(Beginning of Extracted information)

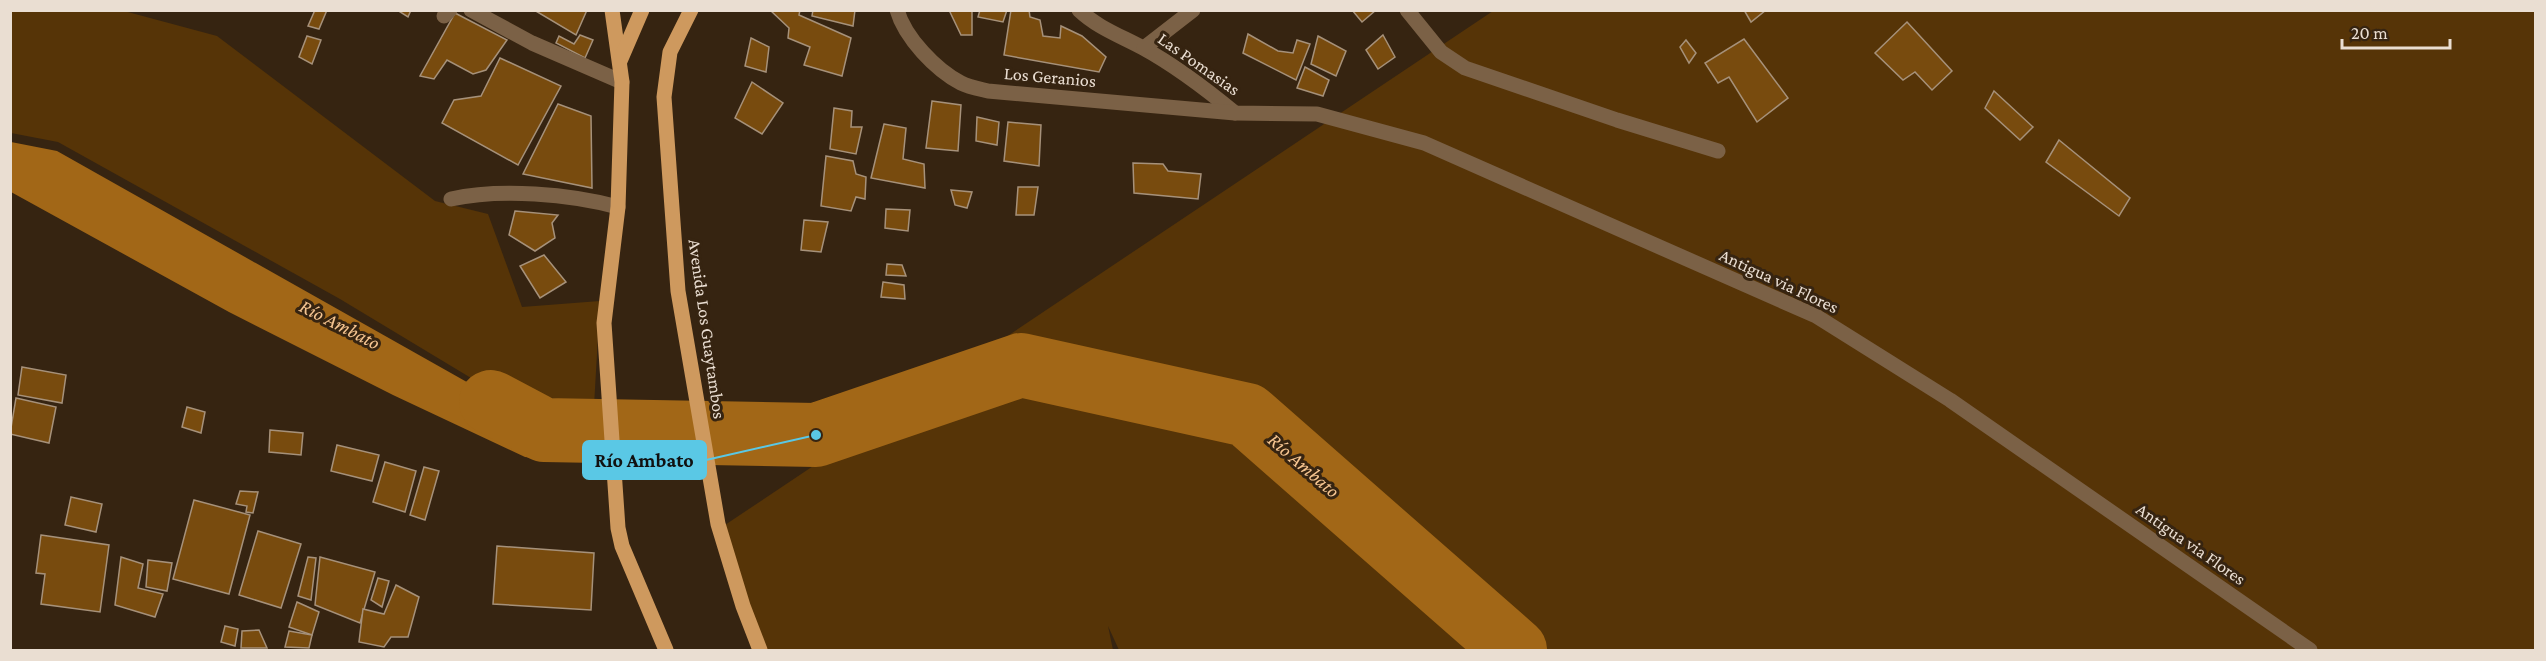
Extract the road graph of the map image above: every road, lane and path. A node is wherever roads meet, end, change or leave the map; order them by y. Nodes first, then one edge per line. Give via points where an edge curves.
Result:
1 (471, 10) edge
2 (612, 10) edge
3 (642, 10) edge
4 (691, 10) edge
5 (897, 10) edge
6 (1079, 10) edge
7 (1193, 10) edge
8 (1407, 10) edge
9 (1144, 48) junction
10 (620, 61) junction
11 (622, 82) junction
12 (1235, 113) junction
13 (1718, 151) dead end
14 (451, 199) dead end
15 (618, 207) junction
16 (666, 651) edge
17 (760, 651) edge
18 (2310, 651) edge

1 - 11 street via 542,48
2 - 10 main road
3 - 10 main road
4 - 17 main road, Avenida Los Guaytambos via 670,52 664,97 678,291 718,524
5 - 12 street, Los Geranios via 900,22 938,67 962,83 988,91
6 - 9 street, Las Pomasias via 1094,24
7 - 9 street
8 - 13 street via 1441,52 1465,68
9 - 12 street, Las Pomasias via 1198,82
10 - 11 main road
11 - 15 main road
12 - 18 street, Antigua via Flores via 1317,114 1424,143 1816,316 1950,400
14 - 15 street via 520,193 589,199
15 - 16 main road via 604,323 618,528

(End of Extracted information)

• [Exercise details]:
Transcribe the listing verbatim, pictures excluded.

• [Written answer]:
Extract the road graph of the map image above: every road, lane and path. A node is wherever roads meet, end, change or leave the map; order them by y. Nodes first, then one edge per line. Give via points where an edge curves.
Result:
1 (471, 10) edge
2 (612, 10) edge
3 (642, 10) edge
4 (691, 10) edge
5 (897, 10) edge
6 (1079, 10) edge
7 (1193, 10) edge
8 (1407, 10) edge
9 (1144, 48) junction
10 (620, 61) junction
11 (622, 82) junction
12 (1235, 113) junction
13 (1718, 151) dead end
14 (451, 199) dead end
15 (618, 207) junction
16 (666, 651) edge
17 (760, 651) edge
18 (2310, 651) edge

1 - 11 street via 542,48
2 - 10 main road
3 - 10 main road
4 - 17 main road, Avenida Los Guaytambos via 670,52 664,97 678,291 718,524
5 - 12 street, Los Geranios via 900,22 938,67 962,83 988,91
6 - 9 street, Las Pomasias via 1094,24
7 - 9 street
8 - 13 street via 1441,52 1465,68
9 - 12 street, Las Pomasias via 1198,82
10 - 11 main road
11 - 15 main road
12 - 18 street, Antigua via Flores via 1317,114 1424,143 1816,316 1950,400
14 - 15 street via 520,193 589,199
15 - 16 main road via 604,323 618,528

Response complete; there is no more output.